My parents had done the same thing with me. By blaming me and my behavior, they were able to ignore the real problem: my father was an abusive alcoholic.

When I blame, nothing is solved

Just like my neighbor wasn’t responsible for my irises not blooming, I wasn’t responsible for the dysfunctional mess in my childhood home.  I was simply a child being held responsible for the behavior of the adults in my life.

I began to see that as long as I was blaming someone or something for the difficulties in my life, nothing would be solved. I had to take responsibility for my actions. I alone had the power to work out my troubles and change my life.

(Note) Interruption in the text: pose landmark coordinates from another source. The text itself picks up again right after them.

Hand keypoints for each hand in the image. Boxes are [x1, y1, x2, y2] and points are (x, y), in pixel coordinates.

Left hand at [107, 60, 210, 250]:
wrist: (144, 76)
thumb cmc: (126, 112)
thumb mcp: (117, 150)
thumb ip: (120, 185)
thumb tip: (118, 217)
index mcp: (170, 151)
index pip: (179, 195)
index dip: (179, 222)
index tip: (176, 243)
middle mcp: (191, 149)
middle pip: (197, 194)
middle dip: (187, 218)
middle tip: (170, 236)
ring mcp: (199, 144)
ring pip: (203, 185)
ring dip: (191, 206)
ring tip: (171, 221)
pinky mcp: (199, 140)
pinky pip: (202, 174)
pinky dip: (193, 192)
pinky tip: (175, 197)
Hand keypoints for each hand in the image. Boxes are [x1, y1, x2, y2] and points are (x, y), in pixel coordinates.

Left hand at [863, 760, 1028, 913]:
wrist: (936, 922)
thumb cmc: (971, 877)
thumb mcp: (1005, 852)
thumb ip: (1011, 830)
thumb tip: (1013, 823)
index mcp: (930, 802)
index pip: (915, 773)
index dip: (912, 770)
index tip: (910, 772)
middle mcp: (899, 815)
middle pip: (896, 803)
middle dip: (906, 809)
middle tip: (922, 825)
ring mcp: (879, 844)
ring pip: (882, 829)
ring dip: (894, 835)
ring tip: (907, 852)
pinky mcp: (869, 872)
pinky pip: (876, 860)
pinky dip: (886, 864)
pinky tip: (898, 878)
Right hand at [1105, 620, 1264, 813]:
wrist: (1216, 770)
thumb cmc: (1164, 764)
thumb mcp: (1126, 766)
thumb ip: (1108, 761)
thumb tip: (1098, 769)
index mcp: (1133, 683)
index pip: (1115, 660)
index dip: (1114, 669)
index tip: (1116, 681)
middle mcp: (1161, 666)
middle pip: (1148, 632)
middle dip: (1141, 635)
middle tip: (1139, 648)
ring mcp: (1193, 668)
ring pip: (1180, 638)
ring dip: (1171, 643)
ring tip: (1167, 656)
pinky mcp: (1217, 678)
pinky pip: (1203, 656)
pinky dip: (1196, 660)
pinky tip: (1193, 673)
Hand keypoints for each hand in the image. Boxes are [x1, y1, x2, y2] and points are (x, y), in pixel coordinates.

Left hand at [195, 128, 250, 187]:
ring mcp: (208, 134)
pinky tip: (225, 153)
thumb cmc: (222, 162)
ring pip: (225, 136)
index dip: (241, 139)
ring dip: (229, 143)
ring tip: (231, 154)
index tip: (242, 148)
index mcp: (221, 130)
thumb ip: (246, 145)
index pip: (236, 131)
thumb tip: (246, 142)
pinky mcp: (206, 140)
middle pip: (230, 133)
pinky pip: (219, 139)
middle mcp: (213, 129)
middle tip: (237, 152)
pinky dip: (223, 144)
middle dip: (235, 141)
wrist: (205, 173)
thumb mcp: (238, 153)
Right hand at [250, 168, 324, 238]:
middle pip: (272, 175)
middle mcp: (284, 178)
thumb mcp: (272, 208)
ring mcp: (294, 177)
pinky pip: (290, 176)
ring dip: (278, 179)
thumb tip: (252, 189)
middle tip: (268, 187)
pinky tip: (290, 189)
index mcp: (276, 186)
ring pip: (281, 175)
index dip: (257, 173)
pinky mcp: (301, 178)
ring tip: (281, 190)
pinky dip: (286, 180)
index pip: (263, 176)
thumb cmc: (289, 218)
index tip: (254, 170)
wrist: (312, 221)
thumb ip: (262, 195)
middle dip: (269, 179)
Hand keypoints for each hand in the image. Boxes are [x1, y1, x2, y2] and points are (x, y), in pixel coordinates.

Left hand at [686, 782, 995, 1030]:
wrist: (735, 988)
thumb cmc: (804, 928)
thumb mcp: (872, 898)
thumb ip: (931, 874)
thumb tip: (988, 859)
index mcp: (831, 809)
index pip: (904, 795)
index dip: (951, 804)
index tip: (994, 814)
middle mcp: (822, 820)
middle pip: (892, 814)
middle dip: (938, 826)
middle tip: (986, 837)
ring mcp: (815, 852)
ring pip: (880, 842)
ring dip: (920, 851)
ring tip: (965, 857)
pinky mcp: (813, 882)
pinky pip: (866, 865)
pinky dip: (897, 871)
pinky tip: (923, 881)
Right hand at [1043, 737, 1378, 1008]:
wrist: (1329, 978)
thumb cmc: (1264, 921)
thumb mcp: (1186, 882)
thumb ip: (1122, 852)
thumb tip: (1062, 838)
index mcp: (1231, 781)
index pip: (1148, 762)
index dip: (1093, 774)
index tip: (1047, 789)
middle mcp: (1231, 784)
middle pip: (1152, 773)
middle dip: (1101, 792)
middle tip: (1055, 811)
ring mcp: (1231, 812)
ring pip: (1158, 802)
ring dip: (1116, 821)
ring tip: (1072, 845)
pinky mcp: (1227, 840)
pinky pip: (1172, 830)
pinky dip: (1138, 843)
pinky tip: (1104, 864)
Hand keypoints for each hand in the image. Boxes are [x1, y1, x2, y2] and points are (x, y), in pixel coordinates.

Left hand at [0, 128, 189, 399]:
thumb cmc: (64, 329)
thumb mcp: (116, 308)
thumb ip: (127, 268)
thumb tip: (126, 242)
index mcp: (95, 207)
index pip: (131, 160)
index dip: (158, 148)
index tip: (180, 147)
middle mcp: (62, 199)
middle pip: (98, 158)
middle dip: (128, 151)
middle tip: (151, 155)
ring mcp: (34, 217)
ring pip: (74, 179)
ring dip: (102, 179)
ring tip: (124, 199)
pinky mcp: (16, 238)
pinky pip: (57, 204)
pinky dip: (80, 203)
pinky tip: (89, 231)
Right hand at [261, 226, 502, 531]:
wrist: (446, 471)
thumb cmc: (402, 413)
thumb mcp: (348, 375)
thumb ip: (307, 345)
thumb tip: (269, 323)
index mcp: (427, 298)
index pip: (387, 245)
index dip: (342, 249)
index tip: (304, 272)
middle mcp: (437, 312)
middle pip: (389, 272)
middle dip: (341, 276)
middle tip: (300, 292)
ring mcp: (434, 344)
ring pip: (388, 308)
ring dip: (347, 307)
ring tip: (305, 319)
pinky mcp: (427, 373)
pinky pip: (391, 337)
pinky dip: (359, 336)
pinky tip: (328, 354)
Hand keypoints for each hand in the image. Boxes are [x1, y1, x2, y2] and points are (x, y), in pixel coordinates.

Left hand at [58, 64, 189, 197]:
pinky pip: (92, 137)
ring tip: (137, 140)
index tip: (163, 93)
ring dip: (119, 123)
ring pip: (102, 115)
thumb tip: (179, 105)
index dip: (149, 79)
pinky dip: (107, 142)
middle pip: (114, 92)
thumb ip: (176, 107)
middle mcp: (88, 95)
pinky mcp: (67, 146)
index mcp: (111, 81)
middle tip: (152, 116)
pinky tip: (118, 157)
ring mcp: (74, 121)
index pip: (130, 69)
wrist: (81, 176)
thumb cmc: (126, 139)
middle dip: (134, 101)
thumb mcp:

I made a plan. I took action.

I started by focusing on what I could do. I searched for answers on why my irises weren’t blooming and made a plan. I took action. I divided the rhizomes. I moved them from a shady garden to a sunny one. I applied a specific fertilizer. I watered them regularly.

By doing so, I was accepting responsibility for my actions, good or bad, right or wrong. I was looking at my part in the situation, owning my mistakes and changing my behavior. I found I was happier when I kept the focus on me and what I could do, instead of rehearsing what someone else should or should not be doing.

The next spring, the irises bloomed.

One afternoon I was watering the flowers and my neighbor walked by. She stopped to admire the fragrant purple blooms. “Those are gorgeous. Mine never bloomed that well.”  As she turned to walk away, she said, “I must’ve given you all the good ones.”

I smiled and said, “Yes, you must have.”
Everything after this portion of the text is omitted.